Uma segunda questão seria a necessidade de se percorrer o caminho diverso ao usualmente adotado na educação em seu molde tradicional, o qual estabelece as bases do ensino a partir do aspecto intelectivo e racional. Rousseau advertia que é preciso considerar a rota oposta, pois, para ele, iniciar pela razão seria começar pelo fim:

[...] é da obra querer fazer um instrumento. Quando se tratar de seu interesse presente e sensível vereis toda razão de que é capaz desenvolver-se bem melhor e de uma maneira bem mais apropriada a ela do que em estudos de pura especulação (Ibid., p. 90; 141).
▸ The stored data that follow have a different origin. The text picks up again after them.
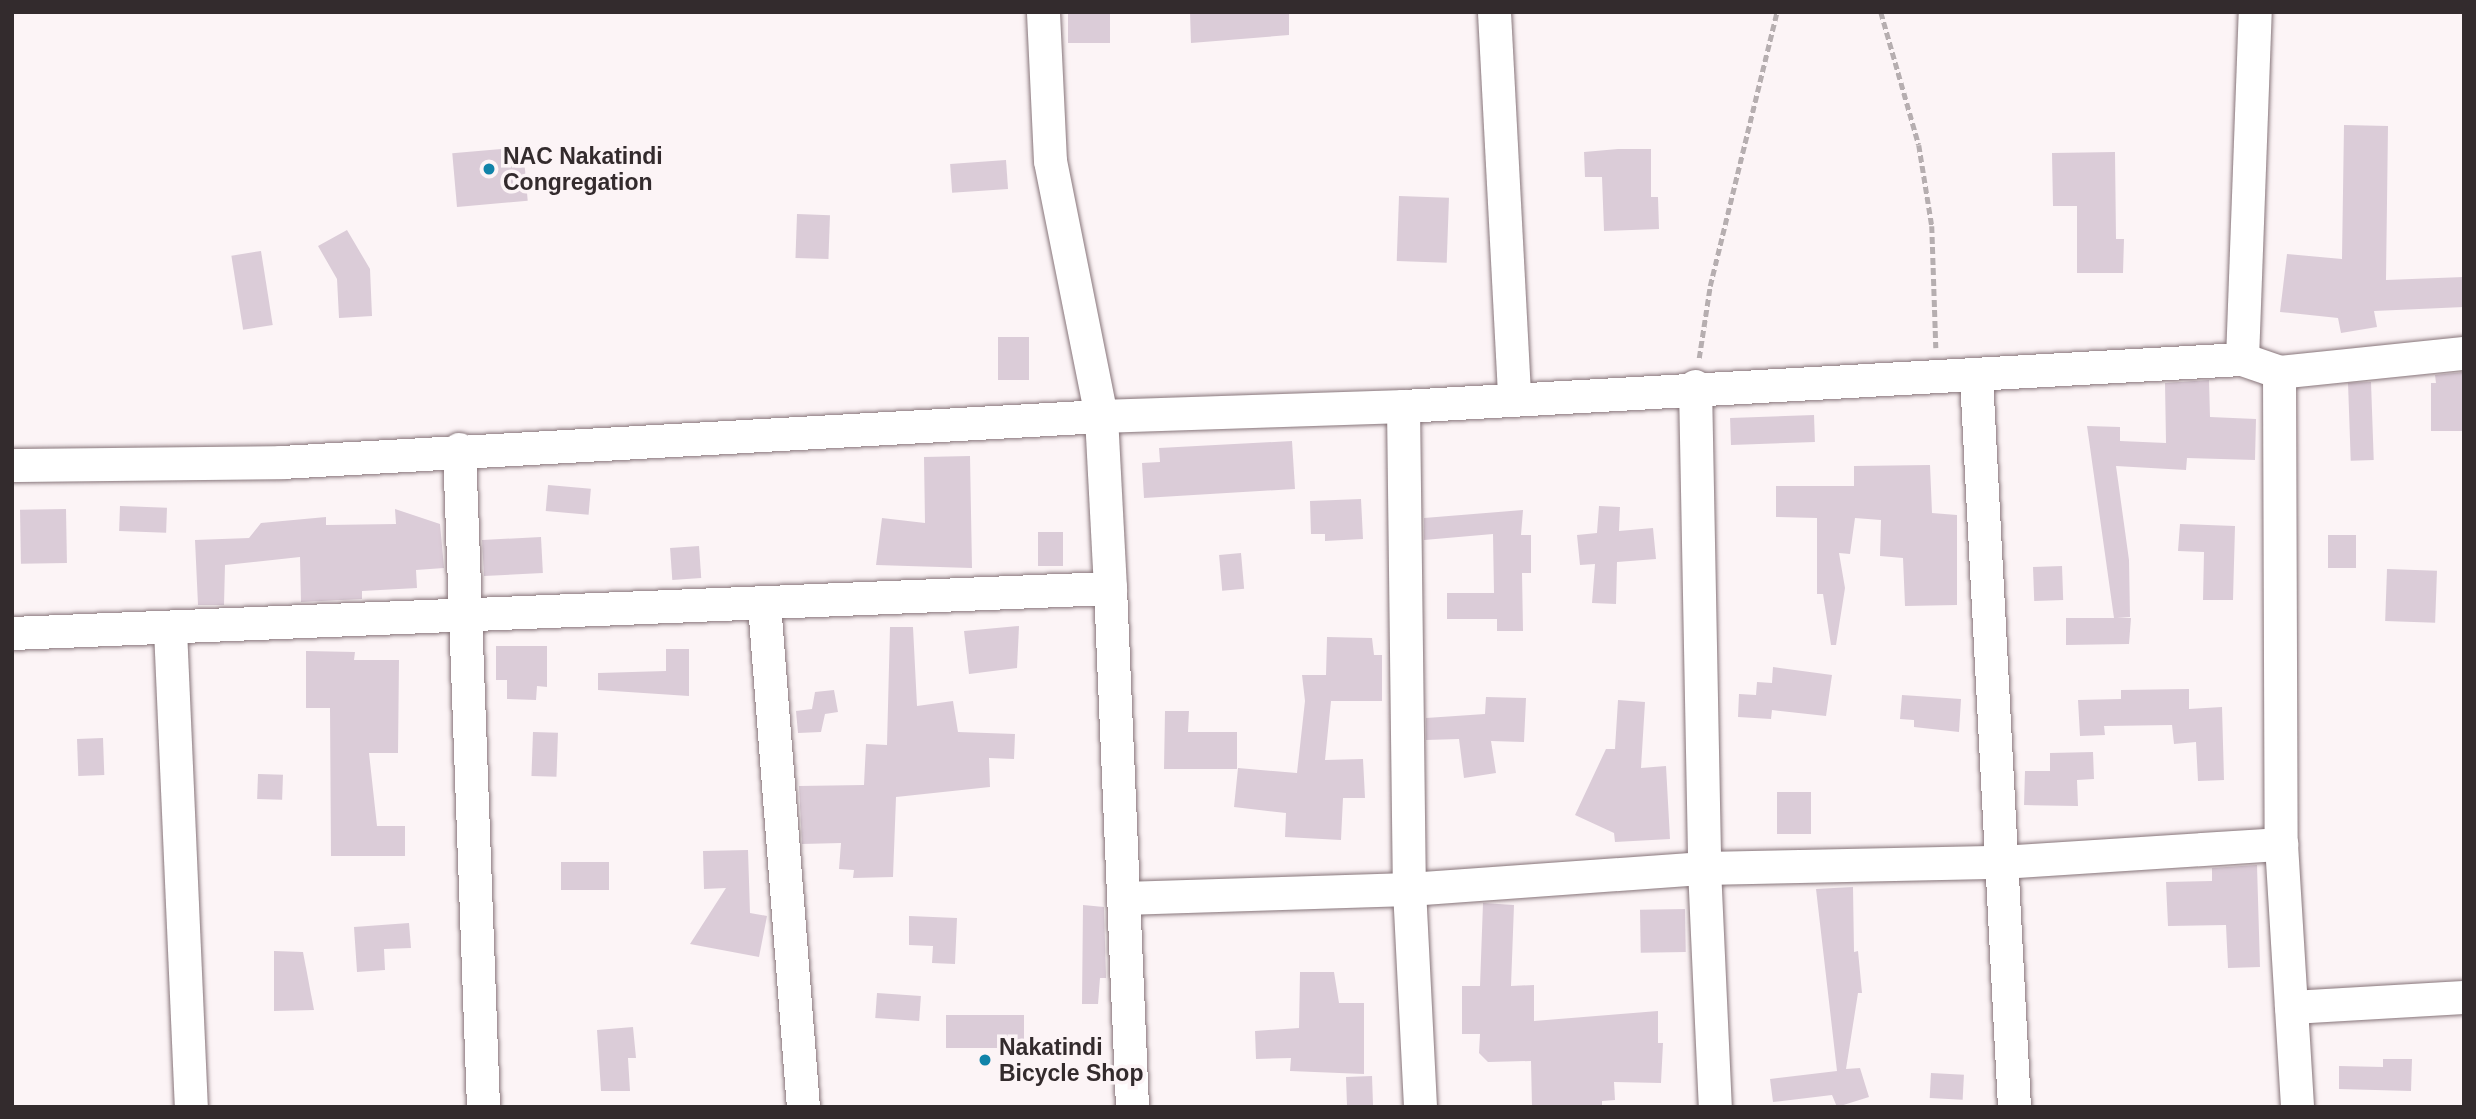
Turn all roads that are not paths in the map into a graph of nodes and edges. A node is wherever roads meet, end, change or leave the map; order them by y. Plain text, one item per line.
1 (1043, 12) edge
2 (1494, 12) edge
3 (2255, 12) edge
4 (2464, 353) edge
5 (2242, 359) junction
6 (2279, 372) junction
7 (1976, 377) junction
8 (1695, 386) junction
9 (1514, 398) junction
10 (1403, 406) junction
11 (1101, 416) junction
12 (460, 449) junction
13 (12, 465) edge
14 (1110, 588) junction
15 (764, 604) junction
16 (467, 618) junction
17 (170, 629) junction
18 (12, 633) edge
19 (2281, 844) junction
20 (2001, 862) junction
21 (1704, 868) junction
22 (1409, 889) junction
23 (1123, 898) junction
24 (2464, 997) edge
25 (2291, 1007) junction
26 (191, 1107) edge
27 (483, 1107) edge
28 (803, 1107) edge
29 (1132, 1107) edge
30 (1420, 1107) edge
31 (1715, 1107) edge
32 (2014, 1107) edge
33 (2297, 1107) edge

1 - 11 street
2 - 9 street
3 - 5 street
4 - 6 street
5 - 6 street
5 - 7 street
6 - 19 street
7 - 8 street
7 - 20 street
8 - 9 street
8 - 21 street
9 - 10 street
10 - 11 street
10 - 22 street
11 - 12 street
11 - 14 street
12 - 13 street
12 - 16 street
14 - 15 street
14 - 23 street
15 - 16 street
15 - 28 street
16 - 17 street
16 - 27 street
17 - 18 street
17 - 26 street
19 - 20 street
19 - 25 street
20 - 21 street
20 - 32 street
21 - 22 street
21 - 31 street
22 - 23 street
22 - 30 street
23 - 29 street
24 - 25 street
25 - 33 street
É importante lembrar, contudo, que ao seguir a trajetória contrária não se estaria negando o aspecto racional no processo de aprendizagem, mas estabelecendo um sentido circular para o conhecimento. Nessa ótica, o percurso defendido por Rousseau indica que, partindo da experiência sensível (da nossa elaboração corporal), se segue a organização racional (conscientização), retornando, finalmente, ao mundo concreto e partilhado. Por meio desse retorno, o conhecimento seria um interesse, um desejo, presente e sensível. Para isso, o filósofo assegurava que a criança deveria seguir a orientação da sua natureza e, através da experimentação do mundo, tornar-se capaz de desenvolver, simultaneamente, os aspectos sensível, imagético e intelectivo:

A criança quer tocar tudo, pegar em tudo: não vos oponhais a esta inquietação; ela lhe sugere um aprendizado muito necessário. É assim que ela aprende a sentir o calor, o frio, a dureza, a moleza, o peso, a leveza dos corpos, a julgar a sua grandeza, sua figura e todas as qualidades sensíveis, olhando, apalpando, escutando e principalmente comparando a visão com o tato, estimando com os olhos a sensação que produzem em seus dedos. (ROUSSEAU, 2004, p. 51-52).